Paula Franco defende que "muita da informação" que hoje é enviada pelos contabilistas à AT, como os modelos 10 do IVA, implica a transferência de uma quantidade de informação que diz ter "muitas dúvidas sobre a sua utilidade" para o Fisco.

" A [declaração] modelo 10, hoje em dia, já devia ser residual, já está bastante esvaziada, e se calhar já nem devia existir. Deviam ser criadas alterações àquilo que ainda pode interessar dar em termos de informação, porque a maioria já foi comunicada à AT previamente", explicou.

Quanto aos prazos definidos para a disponibilização com tempo e antecedência das declarações fiscais aos contabilistas, como a do modelo 22, ou a Informação Empresarial Simplificada (IES), a bastonária lembrou que, quando termina o exercício, muitos contabilistas têm de prestar logo contas e no dia 5 ou no dia 10 têm as contas fechadas.

"Porque não podem enviar o modelo 22, para [o contabilista] encerrar o exercício e partir para o novo", questionou, criticando as declarações só serem disponibilizadas um mês antes do término do prazo, obrigando os contabilistas a "voltar a pegar em tudo", e perdendo tempo.

A bastonária referiu que a disponibilização atempada daquelas declarações permite programar trabalho e que aos contabilistas "tem de ser permitida" essa programação, o que até agora não tem acontecido.

Sobre a razão para a disponibilização tardia das declarações pelo fisco, respondeu: "Creio que é uma questão de planeamento interno da AT, mas confesso que não consigo perceber porque não é disponibilizado.

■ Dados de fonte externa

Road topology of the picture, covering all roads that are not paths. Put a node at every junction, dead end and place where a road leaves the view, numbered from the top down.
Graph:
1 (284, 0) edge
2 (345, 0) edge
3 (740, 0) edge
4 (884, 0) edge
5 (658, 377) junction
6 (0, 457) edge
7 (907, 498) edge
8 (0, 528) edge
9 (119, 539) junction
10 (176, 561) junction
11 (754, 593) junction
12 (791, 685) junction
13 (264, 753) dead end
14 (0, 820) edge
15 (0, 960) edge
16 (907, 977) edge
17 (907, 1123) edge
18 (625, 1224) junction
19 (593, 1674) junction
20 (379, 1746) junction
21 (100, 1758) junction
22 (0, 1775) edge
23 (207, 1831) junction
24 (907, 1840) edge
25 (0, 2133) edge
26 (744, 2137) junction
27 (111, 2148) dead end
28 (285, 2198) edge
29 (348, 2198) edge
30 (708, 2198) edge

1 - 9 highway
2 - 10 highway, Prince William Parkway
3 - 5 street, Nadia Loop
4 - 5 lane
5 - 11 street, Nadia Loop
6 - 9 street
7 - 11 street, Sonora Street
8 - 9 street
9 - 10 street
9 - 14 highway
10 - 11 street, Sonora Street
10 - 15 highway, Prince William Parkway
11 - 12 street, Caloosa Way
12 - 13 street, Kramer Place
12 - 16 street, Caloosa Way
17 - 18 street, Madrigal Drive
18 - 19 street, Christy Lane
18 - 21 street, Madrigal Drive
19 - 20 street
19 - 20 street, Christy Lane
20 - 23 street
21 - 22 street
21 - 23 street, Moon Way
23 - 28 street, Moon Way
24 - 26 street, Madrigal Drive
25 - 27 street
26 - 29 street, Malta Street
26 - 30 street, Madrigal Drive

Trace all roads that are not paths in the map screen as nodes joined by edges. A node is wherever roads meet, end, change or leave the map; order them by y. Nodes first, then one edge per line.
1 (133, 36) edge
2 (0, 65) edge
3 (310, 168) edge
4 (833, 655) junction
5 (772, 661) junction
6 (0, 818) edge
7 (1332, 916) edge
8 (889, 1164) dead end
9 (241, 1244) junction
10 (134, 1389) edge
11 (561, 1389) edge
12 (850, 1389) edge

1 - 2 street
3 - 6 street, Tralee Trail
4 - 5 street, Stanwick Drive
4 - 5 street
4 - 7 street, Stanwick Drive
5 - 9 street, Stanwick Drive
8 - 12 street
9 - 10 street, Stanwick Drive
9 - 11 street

Acho que nos facilitaria a todos o trabalho. A AT não ficava prejudicada em nada, e não há nenhuma razão".

A bastonária quer ainda definir regras que "salvaguardem os interesses dos contabilistas" quando há instabilidade no Portal das Finanças, que não permita cumprir em tempo a obrigação fiscal e disse ter como objetivo "devolver qualidade de vida aos contabilistas", que diz estar " intimamente ligada" ao funcionamento do portal.

"Se este portal não está a funcionar de forma ágil, prejudica o contabilista no seu dia-a-dia, por tentar constantemente submeter declarações fiscais e não conseguir. São horas de trabalho que se perdem, o planeamento de todo o trabalho é alterado, levando a que trabalhem muitos fins de semana e horas noturnas, a altura em que os 'sites' funcionam melhor.